Alongside the tester, the toolkit includes a curated library of common patterns (emails, URLs, IP addresses, phone numbers, dates, and more), a plain-English explainer that breaks a pattern down token by token, and a converter that translates between regex flavours — JavaScript, PCRE, Python, Java, .NET, and Go's RE2 — so a pattern written for one engine can be ported to another.
How to use
Type your pattern into the "Pattern" field (no leading or trailing slashes — flags are checkboxes underneath). Toggle the g, i, m, s, u, and y flags to match your target engine's defaults. Paste sample text into the "Test string" field and watch matches highlight live; the matches panel below lists every match, its index, and any capture groups.
Switch to the "Explainer" tab to read your pattern in plain English, or to the "Converter" tab to translate it between regex flavours. The "Library" tab is a quick way to grab a vetted pattern for a common job instead of writing one from scratch.
Frequently asked questions
What's the difference between the regex flavours?
They differ in exact syntax and feature set. JavaScript and Java/PCRE are similar but Java has different escaping rules; Python's re module lacks some PCRE features but adds others; .NET supports balancing groups; Go's RE2 deliberately omits backreferences and lookaround to guarantee linear-time matching. The Converter tab translates patterns where possible and flags constructs that don't have a direct equivalent.

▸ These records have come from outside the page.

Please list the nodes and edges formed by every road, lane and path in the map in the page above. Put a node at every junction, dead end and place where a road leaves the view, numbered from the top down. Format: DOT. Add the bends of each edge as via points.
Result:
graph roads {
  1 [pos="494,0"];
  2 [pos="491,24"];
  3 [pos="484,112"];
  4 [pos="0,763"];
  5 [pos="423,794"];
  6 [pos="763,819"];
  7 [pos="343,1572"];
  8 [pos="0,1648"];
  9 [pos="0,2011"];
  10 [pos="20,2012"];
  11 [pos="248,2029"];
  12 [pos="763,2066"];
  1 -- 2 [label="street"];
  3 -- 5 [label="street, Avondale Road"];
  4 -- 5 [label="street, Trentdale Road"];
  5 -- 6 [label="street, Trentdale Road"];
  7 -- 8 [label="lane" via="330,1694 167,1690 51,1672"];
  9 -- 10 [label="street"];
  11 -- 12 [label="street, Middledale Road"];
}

What does each regex flag do?
g (global) finds all matches, not just the first. i (insensitive) ignores case. m (multiline) makes ^ and $ match line boundaries instead of just the start/end of the whole string. s (dotall) lets . match newlines. u (unicode) enables proper Unicode handling. y (sticky) anchors each match to the lastIndex position. Tick the boxes to match the target engine's defaults.
Why is my pattern so slow on long inputs?

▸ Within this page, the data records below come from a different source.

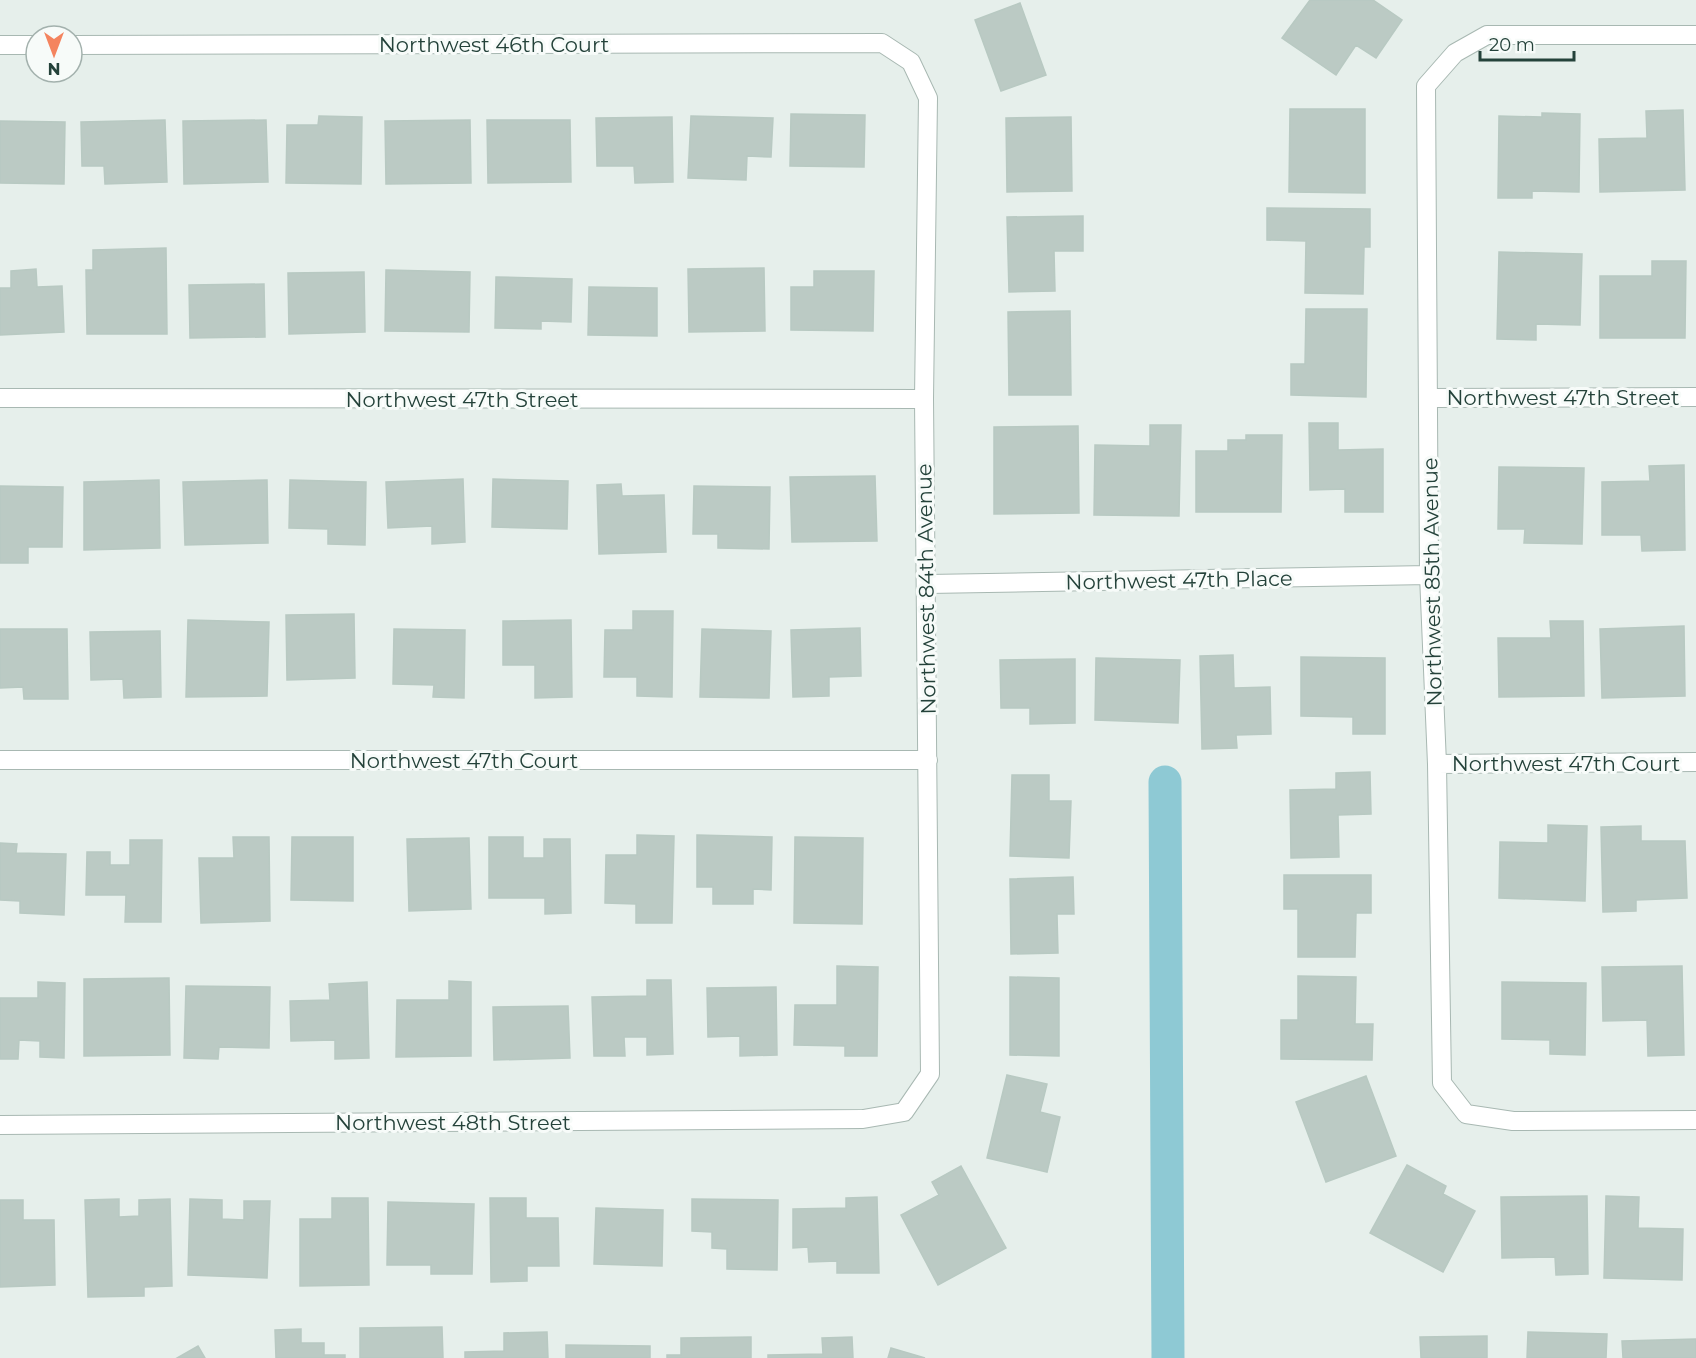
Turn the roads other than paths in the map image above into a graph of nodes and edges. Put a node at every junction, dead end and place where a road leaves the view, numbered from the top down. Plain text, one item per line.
1 (1696, 35) edge
2 (0, 45) edge
3 (24, 45) edge
4 (84, 45) edge
5 (911, 62) joint
6 (1696, 397) edge
7 (0, 398) edge
8 (1429, 398) junction
9 (924, 399) junction
10 (1429, 574) junction
11 (928, 585) junction
12 (0, 760) edge
13 (928, 760) junction
14 (1696, 762) edge
15 (1437, 764) junction
16 (904, 1112) joint
17 (1696, 1120) edge
18 (0, 1125) edge

1 - 8 street, Northwest 85th Avenue
2 - 3 street
4 - 5 street, Northwest 46th Court
5 - 9 street, Northwest 84th Avenue
6 - 8 street, Northwest 47th Street
7 - 9 street, Northwest 47th Street
8 - 10 street, Northwest 85th Avenue
9 - 11 street, Northwest 84th Avenue
10 - 11 street, Northwest 47th Place
10 - 15 street, Northwest 85th Avenue
11 - 13 street, Northwest 84th Avenue
12 - 13 street, Northwest 47th Court
13 - 16 street, Northwest 84th Avenue
14 - 15 street, Northwest 47th Court
15 - 17 street, Northwest 85th Avenue
16 - 18 street, Northwest 48th Street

Almost certainly catastrophic backtracking. Patterns like (a+)+ or (a|a)* can make the regex engine explore an exponential number of paths on certain inputs. The fix is usually to make quantifiers possessive, use atomic groups, or restructure the pattern so it never has two ways to match the same prefix. The Library has examples of fast alternatives for common jobs.
Where do the named-pattern Library entries come from?
They're hand-curated common patterns — email, URL, IPv4, IPv6, phone numbers, dates, hex colours, etc. — chosen to match real-world data without being so strict they reject valid input. They're a sensible starting point, but always test against your actual data before relying on one in production code.